Throughout the Sunday show, a vocal minority of the 18,300 in attendance were firing off firecrackers so often that the audience was threatened with ejections over the public-address system.
But that didn’t slow the throwers.
As the performers returned to the stage for an encore, an overexcited attendee hurled an M-80 firecracker at the stage, and it reached the performers.
The explosive, which is typically more powerful than a cherry bomb, injured the two foundational members of the iconic rock n’ roll group.
Lead singer Steven Tyler suffered a burned cornea in his left eye, and lead guitarist Joe Perry injured his hand. They were both treated at St. Agnes Hospital and released.

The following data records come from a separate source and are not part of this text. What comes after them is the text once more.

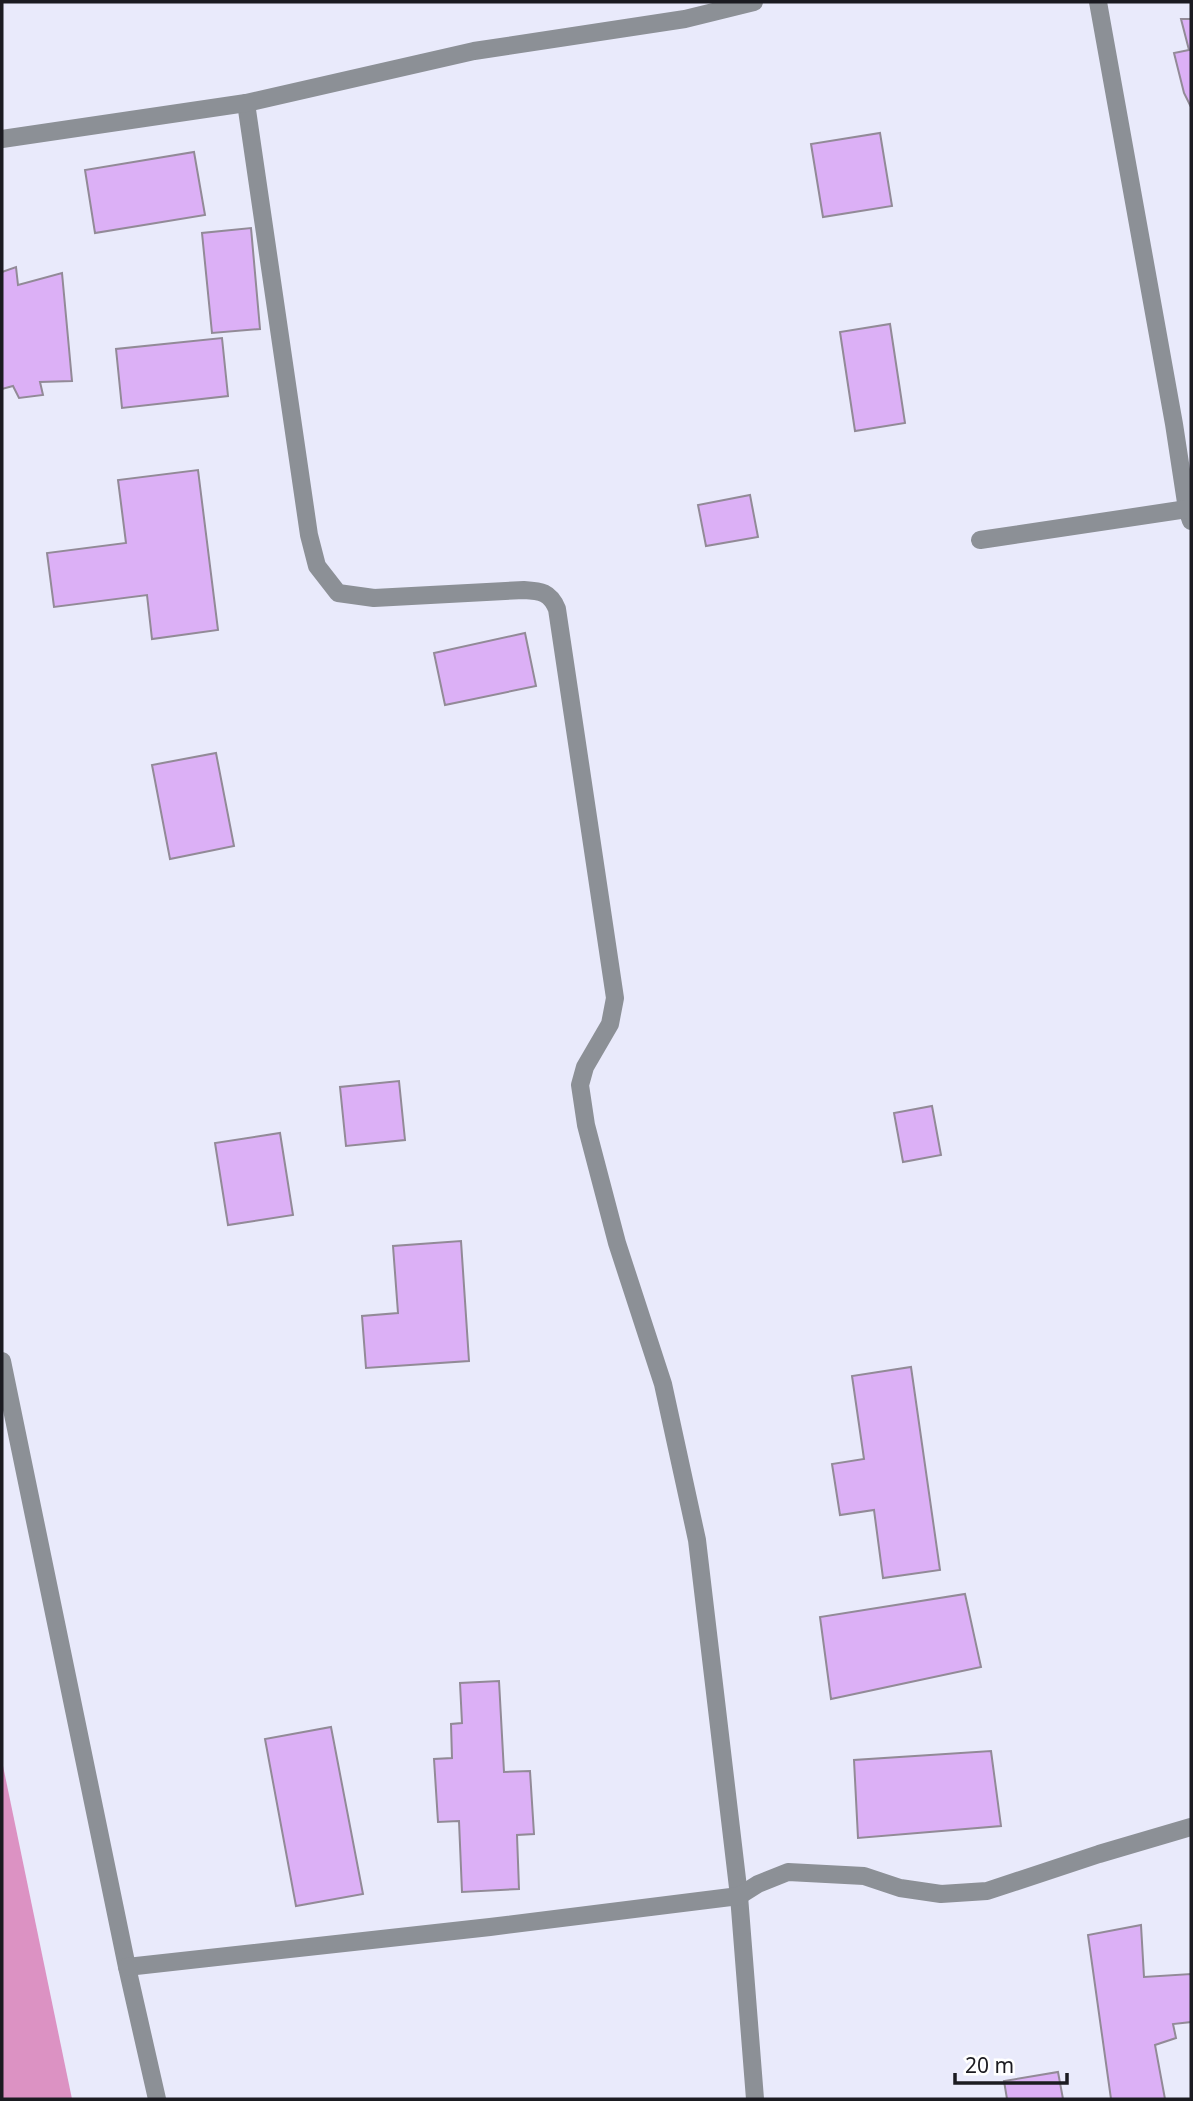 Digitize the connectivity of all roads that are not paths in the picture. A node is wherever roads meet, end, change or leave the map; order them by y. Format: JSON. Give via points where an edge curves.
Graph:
{"nodes":[{"id":1,"x":754,"y":2,"type":"edge"},
{"id":2,"x":1098,"y":2,"type":"edge"},
{"id":3,"x":246,"y":103,"type":"junction"},
{"id":4,"x":2,"y":139,"type":"edge"},
{"id":5,"x":1189,"y":515,"type":"edge"},
{"id":6,"x":980,"y":540,"type":"dead end"},
{"id":7,"x":2,"y":1361,"type":"edge"},
{"id":8,"x":1191,"y":1827,"type":"edge"},
{"id":9,"x":739,"y":1896,"type":"junction"},
{"id":10,"x":127,"y":1967,"type":"junction"},
{"id":11,"x":157,"y":2099,"type":"edge"},
{"id":12,"x":755,"y":2099,"type":"edge"}],
"edges":[{"from":1,"to":3,"type":"street","via":[[685,19],[474,51]]},
{"from":2,"to":5,"type":"street"},
{"from":3,"to":4,"type":"street"},
{"from":3,"to":9,"type":"street","via":[[317,566],[338,593],[374,598],[540,591],[553,598],[557,609],[615,998],[610,1024],[580,1085],[617,1244],[663,1384],[697,1540]]},
{"from":5,"to":6,"type":"street"},
{"from":7,"to":10,"type":"street"},
{"from":8,"to":9,"type":"street","via":[[987,1891],[941,1894],[864,1876],[788,1872]]},
{"from":9,"to":10,"type":"street"},
{"from":9,"to":12,"type":"street"},
{"from":10,"to":11,"type":"street"}]}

It could have been a lot worse: The firecracker exploded “about a foot” from Tyler’s face, according to the band’s spokesperson.
The projectile didn’t inflict serious damage to the performers, but it definitely didn’t help the city’s reputation as a bunch of tasteless tossers. The thrower was never charged with a crime or publicly identified.

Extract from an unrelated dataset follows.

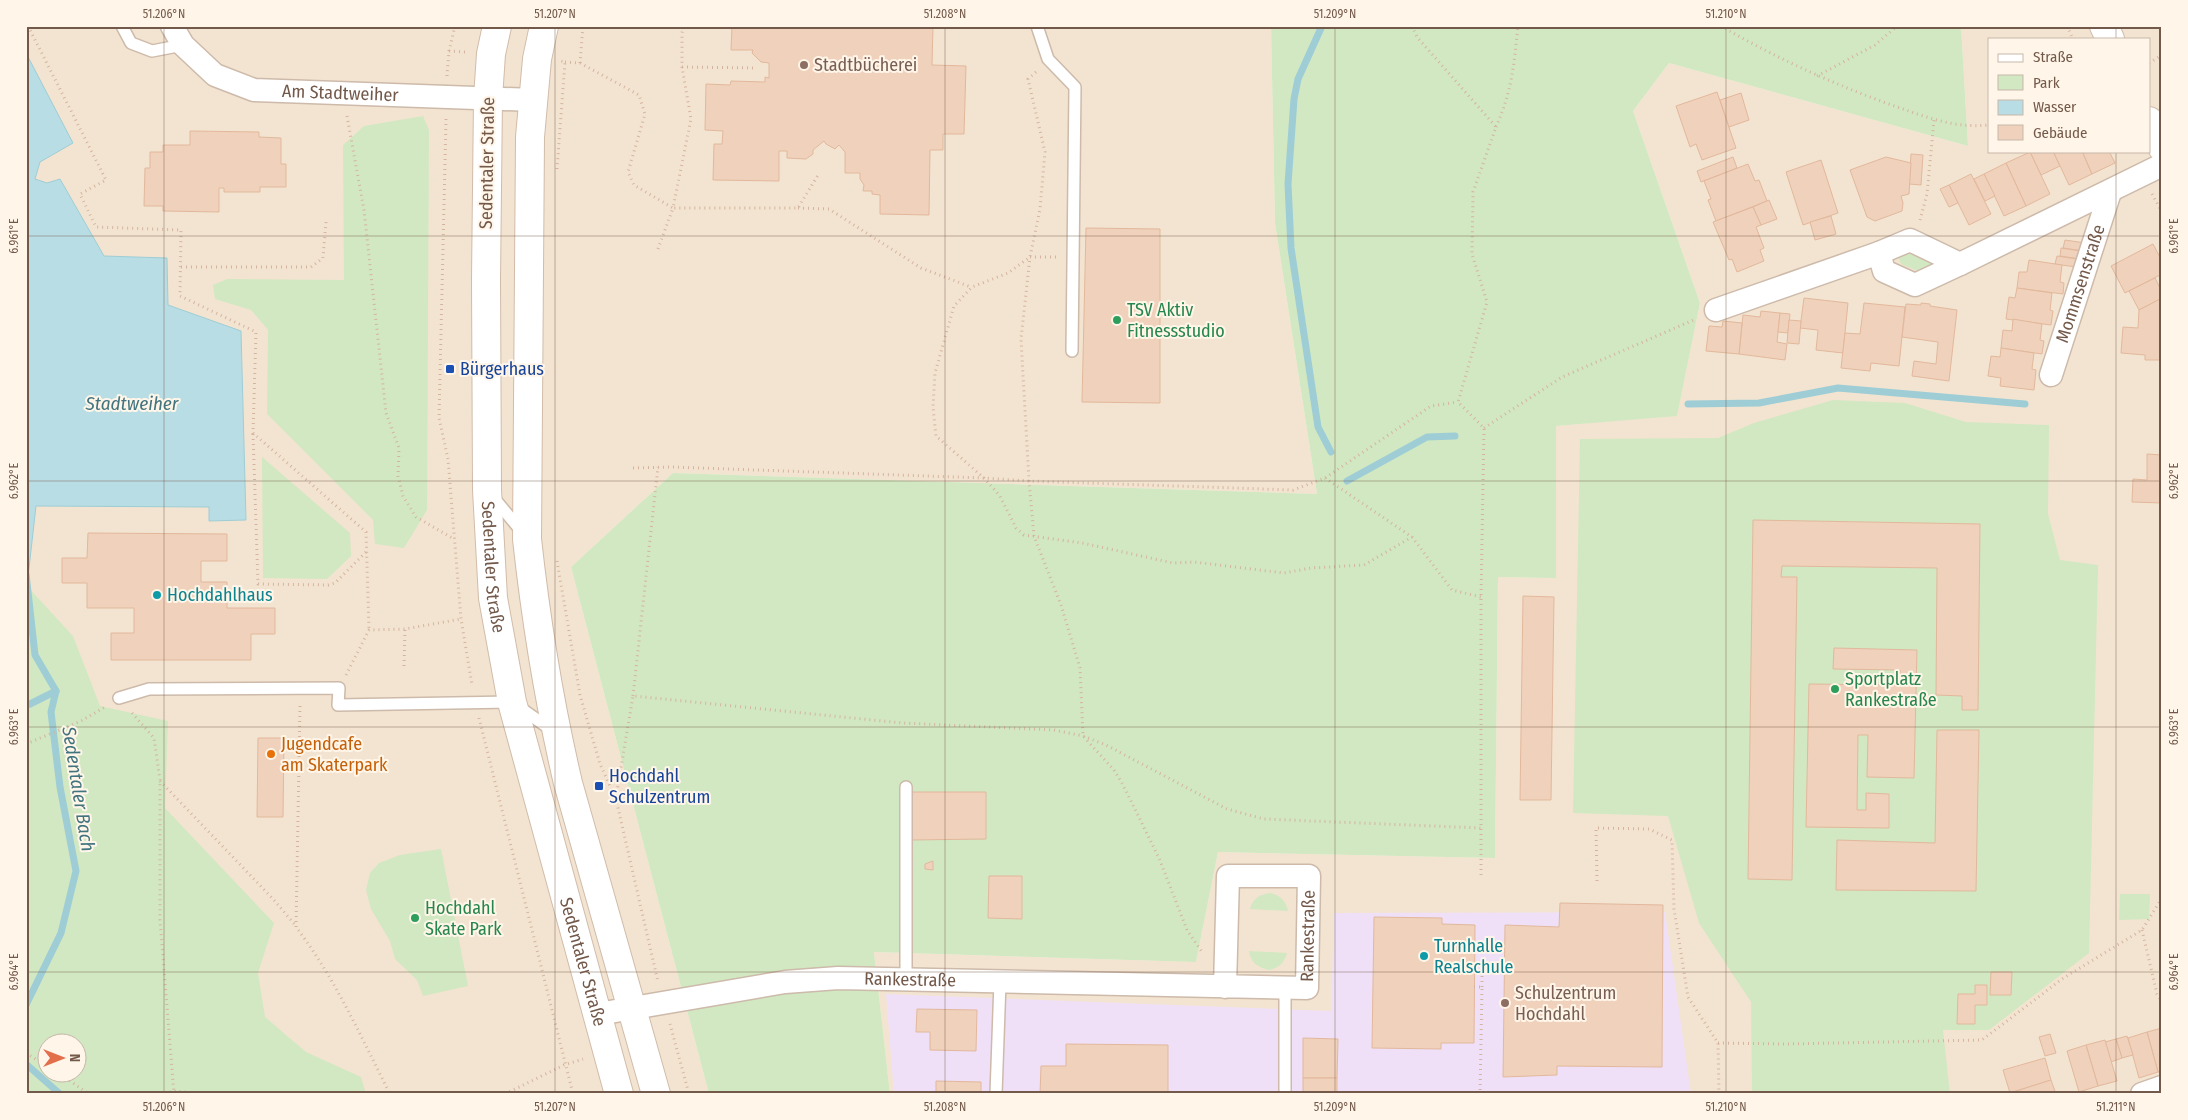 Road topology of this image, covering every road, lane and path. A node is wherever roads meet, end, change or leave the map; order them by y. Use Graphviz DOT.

The band postponed the second show.
“For the guys,” group spokesperson Dan Beck told The Inquirer, “it’s like performing in a war zone.”
“It’s really a shame,” he added, “because the guys know it’s only a handful of kids who do that kind of nonsense.”
The band returned in December to make up the second show, and by all indications they played in front of a well-behaved audience.
So everyone moved on.
Right?
Fast-forward one year later. Aerosmith returned to the Spectrum with its Live! Bootleg tour, which ran 47 shows mostly in 1978, and drew an estimated 19,500 fans for their single Philly date.
About 40 minutes into the show, on Nov. 25, 1978, an attendee in the upper levels threw a glass bottle at the stage and it shattered. Pieces of glass popped up and cut Steven Tyler in the face, and the band cut the concert short.
“We love you,” Perry told the audience, according to XPN, before walking offstage, “but you can’t throw things at us.”